**TASK PROMPT**
Scan the material below for lines with the string "Jane". State how many there are and nothing else.
(Beginning of EXERCISE INPUT)
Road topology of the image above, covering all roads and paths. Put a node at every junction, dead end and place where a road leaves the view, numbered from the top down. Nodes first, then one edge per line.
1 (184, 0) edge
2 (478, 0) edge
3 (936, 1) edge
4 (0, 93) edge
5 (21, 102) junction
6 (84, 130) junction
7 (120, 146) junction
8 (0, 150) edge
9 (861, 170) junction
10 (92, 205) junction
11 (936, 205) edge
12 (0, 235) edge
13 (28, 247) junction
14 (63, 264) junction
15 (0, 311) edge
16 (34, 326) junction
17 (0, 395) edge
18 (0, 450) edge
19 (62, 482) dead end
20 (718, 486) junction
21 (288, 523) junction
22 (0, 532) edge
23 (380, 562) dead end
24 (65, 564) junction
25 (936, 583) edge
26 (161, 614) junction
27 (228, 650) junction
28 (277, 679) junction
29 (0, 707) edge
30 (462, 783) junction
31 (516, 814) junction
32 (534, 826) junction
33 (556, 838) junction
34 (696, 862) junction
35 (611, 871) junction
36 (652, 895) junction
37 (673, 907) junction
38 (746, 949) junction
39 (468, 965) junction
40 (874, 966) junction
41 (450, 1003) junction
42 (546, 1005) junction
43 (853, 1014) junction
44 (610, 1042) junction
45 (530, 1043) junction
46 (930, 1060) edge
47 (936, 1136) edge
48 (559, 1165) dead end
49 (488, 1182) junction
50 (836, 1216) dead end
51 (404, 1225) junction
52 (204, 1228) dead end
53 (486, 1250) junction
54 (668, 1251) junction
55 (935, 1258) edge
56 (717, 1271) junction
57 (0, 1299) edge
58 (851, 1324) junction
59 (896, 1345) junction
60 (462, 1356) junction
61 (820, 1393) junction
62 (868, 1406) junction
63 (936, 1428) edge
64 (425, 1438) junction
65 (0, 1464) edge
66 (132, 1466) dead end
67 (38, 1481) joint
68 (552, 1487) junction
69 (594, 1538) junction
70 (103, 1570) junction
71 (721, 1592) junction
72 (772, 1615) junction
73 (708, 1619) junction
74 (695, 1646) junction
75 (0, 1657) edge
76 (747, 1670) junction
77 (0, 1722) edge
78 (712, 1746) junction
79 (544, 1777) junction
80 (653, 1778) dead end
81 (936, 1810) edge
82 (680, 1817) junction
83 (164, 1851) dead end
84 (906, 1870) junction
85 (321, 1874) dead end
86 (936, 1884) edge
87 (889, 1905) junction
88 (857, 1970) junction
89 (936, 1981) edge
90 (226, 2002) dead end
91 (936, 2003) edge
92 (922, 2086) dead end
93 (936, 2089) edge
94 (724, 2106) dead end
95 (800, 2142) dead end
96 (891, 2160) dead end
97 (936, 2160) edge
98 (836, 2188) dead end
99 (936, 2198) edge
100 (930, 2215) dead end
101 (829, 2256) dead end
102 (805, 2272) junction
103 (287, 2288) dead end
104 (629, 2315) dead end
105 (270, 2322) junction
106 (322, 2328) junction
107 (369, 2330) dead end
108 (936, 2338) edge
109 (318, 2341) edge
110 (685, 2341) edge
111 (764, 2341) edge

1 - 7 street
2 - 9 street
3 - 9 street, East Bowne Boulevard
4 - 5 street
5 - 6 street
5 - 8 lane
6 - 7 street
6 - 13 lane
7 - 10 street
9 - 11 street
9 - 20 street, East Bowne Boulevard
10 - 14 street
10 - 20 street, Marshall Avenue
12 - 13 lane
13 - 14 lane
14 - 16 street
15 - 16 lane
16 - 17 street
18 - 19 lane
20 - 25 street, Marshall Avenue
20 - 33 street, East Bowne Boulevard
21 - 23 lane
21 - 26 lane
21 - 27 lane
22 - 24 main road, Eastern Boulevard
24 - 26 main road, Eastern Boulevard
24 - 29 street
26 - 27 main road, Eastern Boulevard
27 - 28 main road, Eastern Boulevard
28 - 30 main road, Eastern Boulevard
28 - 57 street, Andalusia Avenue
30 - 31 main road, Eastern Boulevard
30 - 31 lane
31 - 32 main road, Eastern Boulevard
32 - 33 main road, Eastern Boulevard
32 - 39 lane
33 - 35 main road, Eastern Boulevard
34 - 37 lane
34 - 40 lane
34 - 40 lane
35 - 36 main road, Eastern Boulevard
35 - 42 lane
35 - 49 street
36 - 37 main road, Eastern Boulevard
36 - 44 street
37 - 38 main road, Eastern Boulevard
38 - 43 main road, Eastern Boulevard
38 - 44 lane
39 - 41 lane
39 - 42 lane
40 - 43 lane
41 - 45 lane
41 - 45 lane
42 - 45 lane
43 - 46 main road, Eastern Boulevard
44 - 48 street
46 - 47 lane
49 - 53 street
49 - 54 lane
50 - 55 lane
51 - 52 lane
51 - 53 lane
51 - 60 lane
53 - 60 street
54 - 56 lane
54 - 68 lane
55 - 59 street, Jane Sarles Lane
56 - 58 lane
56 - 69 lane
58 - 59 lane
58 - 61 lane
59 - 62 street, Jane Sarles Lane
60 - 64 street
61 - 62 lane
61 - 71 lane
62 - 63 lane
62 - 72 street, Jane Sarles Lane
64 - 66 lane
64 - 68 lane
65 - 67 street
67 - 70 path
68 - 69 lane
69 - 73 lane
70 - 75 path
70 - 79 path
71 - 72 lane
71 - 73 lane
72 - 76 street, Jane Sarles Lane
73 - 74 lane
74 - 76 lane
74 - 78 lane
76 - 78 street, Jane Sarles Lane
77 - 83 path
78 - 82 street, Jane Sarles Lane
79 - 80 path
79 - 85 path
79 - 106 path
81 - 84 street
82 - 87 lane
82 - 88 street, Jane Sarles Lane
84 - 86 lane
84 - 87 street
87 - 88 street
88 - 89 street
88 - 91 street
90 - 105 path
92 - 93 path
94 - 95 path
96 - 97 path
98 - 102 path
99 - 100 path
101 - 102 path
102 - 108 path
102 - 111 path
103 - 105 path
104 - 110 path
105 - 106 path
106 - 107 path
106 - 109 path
(End of EXERCISE INPUT)
**EXERCISE RESPONSE**
7